→ **PROBLEM STATEMENT**:
Tell me how many lines in the data include "highway", and keep the reply to that number.

→ **EXCERPTED RECORDS**:
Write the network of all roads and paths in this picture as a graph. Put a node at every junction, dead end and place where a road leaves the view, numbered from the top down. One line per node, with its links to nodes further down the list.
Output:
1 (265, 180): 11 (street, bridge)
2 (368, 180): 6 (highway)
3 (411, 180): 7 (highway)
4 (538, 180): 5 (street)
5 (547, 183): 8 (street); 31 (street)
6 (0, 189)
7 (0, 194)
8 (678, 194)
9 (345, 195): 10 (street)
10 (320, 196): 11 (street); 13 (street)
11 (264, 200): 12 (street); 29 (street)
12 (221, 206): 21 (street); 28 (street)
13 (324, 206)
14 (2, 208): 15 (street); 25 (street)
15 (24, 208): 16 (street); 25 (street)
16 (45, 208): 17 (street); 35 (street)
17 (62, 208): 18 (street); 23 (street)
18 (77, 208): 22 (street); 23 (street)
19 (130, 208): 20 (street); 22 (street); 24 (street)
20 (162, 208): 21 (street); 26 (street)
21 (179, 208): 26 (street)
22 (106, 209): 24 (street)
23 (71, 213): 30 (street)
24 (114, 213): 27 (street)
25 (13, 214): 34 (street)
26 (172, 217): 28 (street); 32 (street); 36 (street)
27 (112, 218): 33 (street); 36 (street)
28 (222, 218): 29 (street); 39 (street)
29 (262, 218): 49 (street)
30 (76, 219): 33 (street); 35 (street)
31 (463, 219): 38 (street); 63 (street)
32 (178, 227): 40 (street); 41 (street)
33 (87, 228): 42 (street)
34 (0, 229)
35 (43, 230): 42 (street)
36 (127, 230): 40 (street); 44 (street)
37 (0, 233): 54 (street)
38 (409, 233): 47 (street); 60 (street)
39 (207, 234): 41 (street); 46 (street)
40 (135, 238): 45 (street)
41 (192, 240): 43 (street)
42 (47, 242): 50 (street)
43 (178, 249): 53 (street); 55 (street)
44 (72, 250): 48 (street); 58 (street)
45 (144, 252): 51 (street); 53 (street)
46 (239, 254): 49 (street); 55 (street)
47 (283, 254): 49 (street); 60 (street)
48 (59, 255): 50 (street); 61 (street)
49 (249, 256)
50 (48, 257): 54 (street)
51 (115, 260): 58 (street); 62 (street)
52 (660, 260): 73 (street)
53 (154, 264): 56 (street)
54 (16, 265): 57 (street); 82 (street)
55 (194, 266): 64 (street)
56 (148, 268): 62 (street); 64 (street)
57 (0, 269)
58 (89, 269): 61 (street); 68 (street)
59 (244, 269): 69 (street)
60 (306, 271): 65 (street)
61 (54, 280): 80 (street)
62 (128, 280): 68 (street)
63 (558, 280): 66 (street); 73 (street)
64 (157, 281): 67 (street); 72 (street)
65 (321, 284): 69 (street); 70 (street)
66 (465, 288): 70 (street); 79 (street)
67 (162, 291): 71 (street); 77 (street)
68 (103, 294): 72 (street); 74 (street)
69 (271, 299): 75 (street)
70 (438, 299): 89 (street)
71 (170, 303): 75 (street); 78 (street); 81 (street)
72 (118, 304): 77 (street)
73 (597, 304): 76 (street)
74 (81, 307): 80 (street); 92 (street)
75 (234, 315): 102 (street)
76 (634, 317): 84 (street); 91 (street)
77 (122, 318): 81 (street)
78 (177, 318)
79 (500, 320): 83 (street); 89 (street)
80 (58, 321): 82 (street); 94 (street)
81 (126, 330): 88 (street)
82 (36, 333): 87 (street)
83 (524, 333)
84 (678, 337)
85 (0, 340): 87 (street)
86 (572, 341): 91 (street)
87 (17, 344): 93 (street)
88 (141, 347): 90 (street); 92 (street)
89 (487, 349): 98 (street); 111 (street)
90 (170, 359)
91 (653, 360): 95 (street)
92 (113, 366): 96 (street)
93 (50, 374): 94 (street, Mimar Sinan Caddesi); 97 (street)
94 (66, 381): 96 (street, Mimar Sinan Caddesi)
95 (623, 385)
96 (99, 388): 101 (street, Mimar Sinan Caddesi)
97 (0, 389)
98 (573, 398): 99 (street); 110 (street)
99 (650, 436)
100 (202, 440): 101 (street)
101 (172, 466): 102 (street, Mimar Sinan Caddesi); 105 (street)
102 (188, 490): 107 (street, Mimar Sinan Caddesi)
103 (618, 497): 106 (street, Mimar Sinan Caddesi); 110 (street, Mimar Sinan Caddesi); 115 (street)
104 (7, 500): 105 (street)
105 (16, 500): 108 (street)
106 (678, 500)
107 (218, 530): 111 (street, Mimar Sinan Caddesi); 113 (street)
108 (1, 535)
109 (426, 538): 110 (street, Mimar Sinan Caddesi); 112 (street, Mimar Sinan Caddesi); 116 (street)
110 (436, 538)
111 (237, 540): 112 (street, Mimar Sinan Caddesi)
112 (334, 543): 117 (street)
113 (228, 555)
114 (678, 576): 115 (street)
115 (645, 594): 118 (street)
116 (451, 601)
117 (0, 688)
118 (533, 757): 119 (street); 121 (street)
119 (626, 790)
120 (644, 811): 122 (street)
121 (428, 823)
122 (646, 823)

→ **RESPONSE BOX**:
2